Every line of the data must be set down exactly as shown.

Records drawn from a dataset
━━━

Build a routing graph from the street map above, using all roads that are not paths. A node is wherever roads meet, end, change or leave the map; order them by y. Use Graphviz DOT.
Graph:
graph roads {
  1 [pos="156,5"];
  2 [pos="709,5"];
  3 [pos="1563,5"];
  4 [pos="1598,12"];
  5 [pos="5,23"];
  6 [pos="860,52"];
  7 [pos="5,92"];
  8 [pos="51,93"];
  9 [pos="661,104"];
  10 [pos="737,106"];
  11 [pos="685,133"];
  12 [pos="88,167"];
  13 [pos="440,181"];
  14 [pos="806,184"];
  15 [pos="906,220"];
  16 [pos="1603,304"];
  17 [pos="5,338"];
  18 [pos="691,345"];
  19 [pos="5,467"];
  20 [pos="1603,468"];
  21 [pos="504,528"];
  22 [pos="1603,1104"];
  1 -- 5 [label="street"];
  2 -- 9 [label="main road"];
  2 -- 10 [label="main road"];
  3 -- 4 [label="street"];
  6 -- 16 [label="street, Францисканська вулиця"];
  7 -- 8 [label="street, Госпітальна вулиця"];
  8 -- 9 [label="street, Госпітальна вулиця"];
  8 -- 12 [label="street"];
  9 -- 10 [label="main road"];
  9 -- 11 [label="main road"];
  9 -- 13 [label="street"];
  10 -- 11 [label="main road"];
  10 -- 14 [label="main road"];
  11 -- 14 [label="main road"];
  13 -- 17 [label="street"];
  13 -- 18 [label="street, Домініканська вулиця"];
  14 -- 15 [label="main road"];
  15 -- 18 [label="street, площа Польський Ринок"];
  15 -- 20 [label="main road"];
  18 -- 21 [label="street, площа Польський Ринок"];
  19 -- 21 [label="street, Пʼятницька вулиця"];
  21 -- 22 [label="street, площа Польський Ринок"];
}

━━━

### Written response
Build a routing graph from the street map above, using all roads that are not paths. A node is wherever roads meet, end, change or leave the map; order them by y. Use Graphviz DOT.
Graph:
graph roads {
  1 [pos="156,5"];
  2 [pos="709,5"];
  3 [pos="1563,5"];
  4 [pos="1598,12"];
  5 [pos="5,23"];
  6 [pos="860,52"];
  7 [pos="5,92"];
  8 [pos="51,93"];
  9 [pos="661,104"];
  10 [pos="737,106"];
  11 [pos="685,133"];
  12 [pos="88,167"];
  13 [pos="440,181"];
  14 [pos="806,184"];
  15 [pos="906,220"];
  16 [pos="1603,304"];
  17 [pos="5,338"];
  18 [pos="691,345"];
  19 [pos="5,467"];
  20 [pos="1603,468"];
  21 [pos="504,528"];
  22 [pos="1603,1104"];
  1 -- 5 [label="street"];
  2 -- 9 [label="main road"];
  2 -- 10 [label="main road"];
  3 -- 4 [label="street"];
  6 -- 16 [label="street, Францисканська вулиця"];
  7 -- 8 [label="street, Госпітальна вулиця"];
  8 -- 9 [label="street, Госпітальна вулиця"];
  8 -- 12 [label="street"];
  9 -- 10 [label="main road"];
  9 -- 11 [label="main road"];
  9 -- 13 [label="street"];
  10 -- 11 [label="main road"];
  10 -- 14 [label="main road"];
  11 -- 14 [label="main road"];
  13 -- 17 [label="street"];
  13 -- 18 [label="street, Домініканська вулиця"];
  14 -- 15 [label="main road"];
  15 -- 18 [label="street, площа Польський Ринок"];
  15 -- 20 [label="main road"];
  18 -- 21 [label="street, площа Польський Ринок"];
  19 -- 21 [label="street, Пʼятницька вулиця"];
  21 -- 22 [label="street, площа Польський Ринок"];
}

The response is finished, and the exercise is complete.